Copy, in full, each line of the material that holds the word "ring".

_RECORD EXCERPTS_
╔══

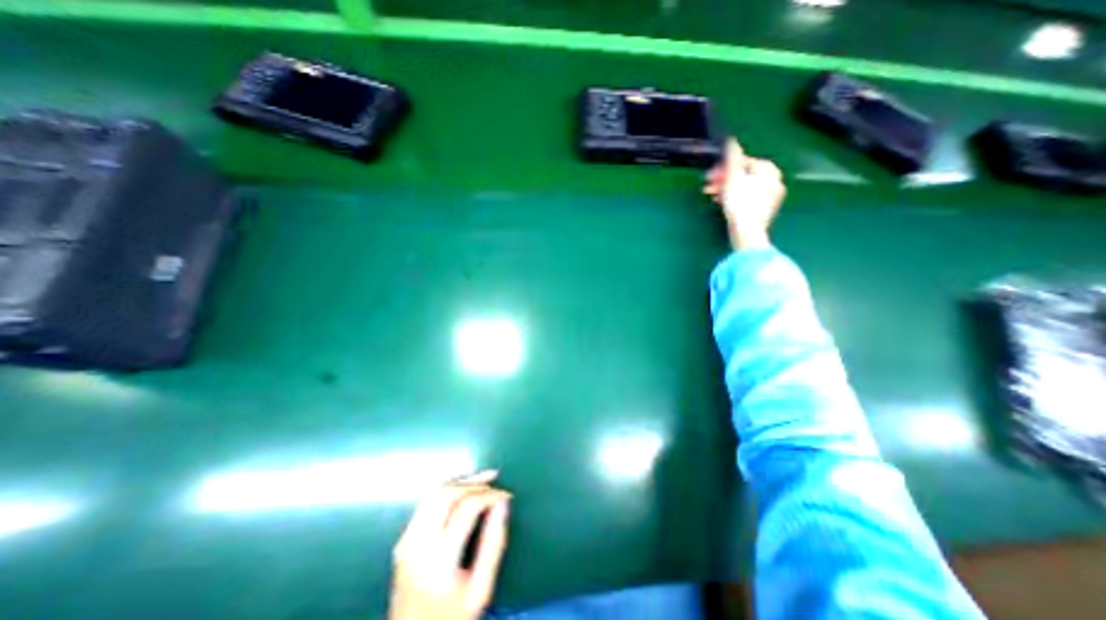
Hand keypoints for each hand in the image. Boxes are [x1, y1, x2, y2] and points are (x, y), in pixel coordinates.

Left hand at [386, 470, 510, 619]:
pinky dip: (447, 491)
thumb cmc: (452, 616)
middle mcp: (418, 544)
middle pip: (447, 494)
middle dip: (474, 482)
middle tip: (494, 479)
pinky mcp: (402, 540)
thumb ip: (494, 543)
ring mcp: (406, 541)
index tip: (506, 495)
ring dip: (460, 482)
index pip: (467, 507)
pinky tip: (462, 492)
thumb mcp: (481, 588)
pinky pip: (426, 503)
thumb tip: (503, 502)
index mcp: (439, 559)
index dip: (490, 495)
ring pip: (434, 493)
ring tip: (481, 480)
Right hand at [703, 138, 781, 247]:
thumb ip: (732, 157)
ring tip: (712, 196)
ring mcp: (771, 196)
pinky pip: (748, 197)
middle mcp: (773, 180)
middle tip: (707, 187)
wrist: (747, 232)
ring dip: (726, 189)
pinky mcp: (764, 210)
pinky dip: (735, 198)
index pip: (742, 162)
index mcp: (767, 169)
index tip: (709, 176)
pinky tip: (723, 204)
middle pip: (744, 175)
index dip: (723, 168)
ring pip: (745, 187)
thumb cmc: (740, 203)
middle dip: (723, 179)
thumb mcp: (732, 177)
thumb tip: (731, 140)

╚══
╔══

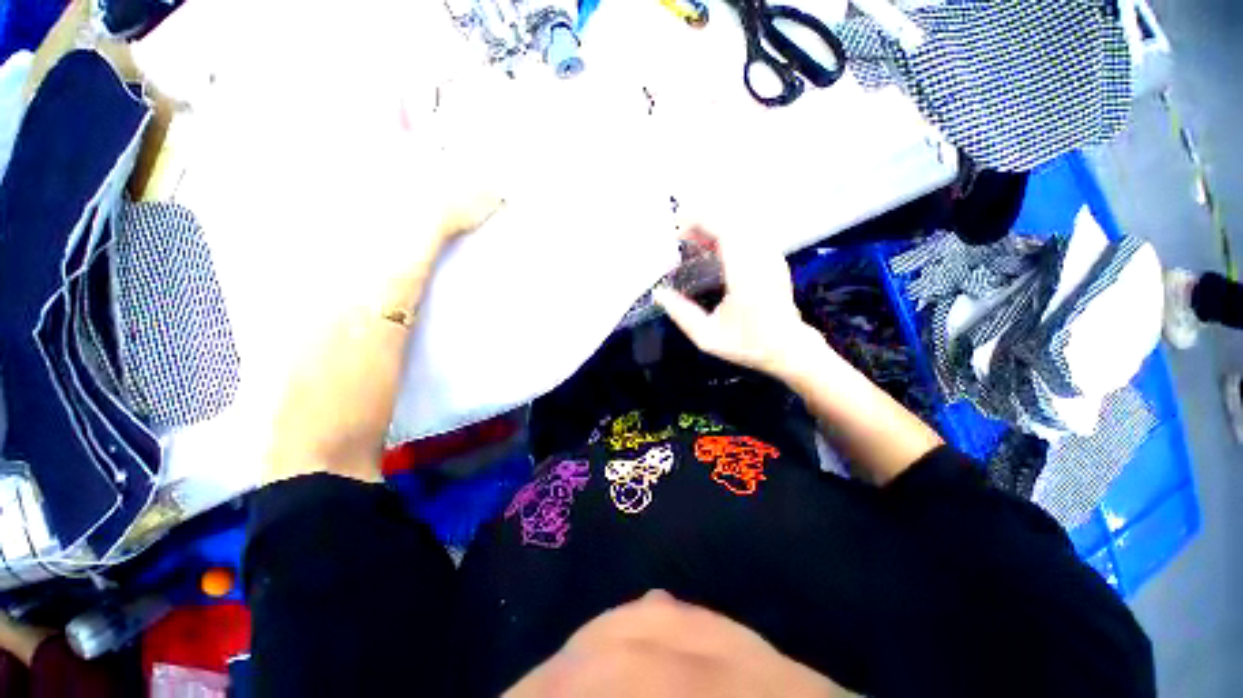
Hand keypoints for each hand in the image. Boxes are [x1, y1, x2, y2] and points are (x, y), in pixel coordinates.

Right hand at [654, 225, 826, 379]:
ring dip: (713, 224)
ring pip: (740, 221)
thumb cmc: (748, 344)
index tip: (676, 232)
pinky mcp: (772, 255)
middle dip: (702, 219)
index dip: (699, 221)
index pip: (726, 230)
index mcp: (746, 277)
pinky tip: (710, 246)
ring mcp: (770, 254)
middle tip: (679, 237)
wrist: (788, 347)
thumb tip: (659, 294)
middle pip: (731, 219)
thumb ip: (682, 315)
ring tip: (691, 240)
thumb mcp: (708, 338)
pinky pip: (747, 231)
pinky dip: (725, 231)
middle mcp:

╚══

_TASK RESULT_
ring mcp: (406, 541)
ring dip: (460, 482)
ring pip: (434, 493)
ring tip: (481, 480)
ring tip: (712, 196)
ring mcp: (771, 196)
ring dip: (726, 189)
ring pip: (745, 187)
ring dip: (713, 224)
ring pip: (740, 221)
ring mcp: (770, 254)
ring tip: (691, 240)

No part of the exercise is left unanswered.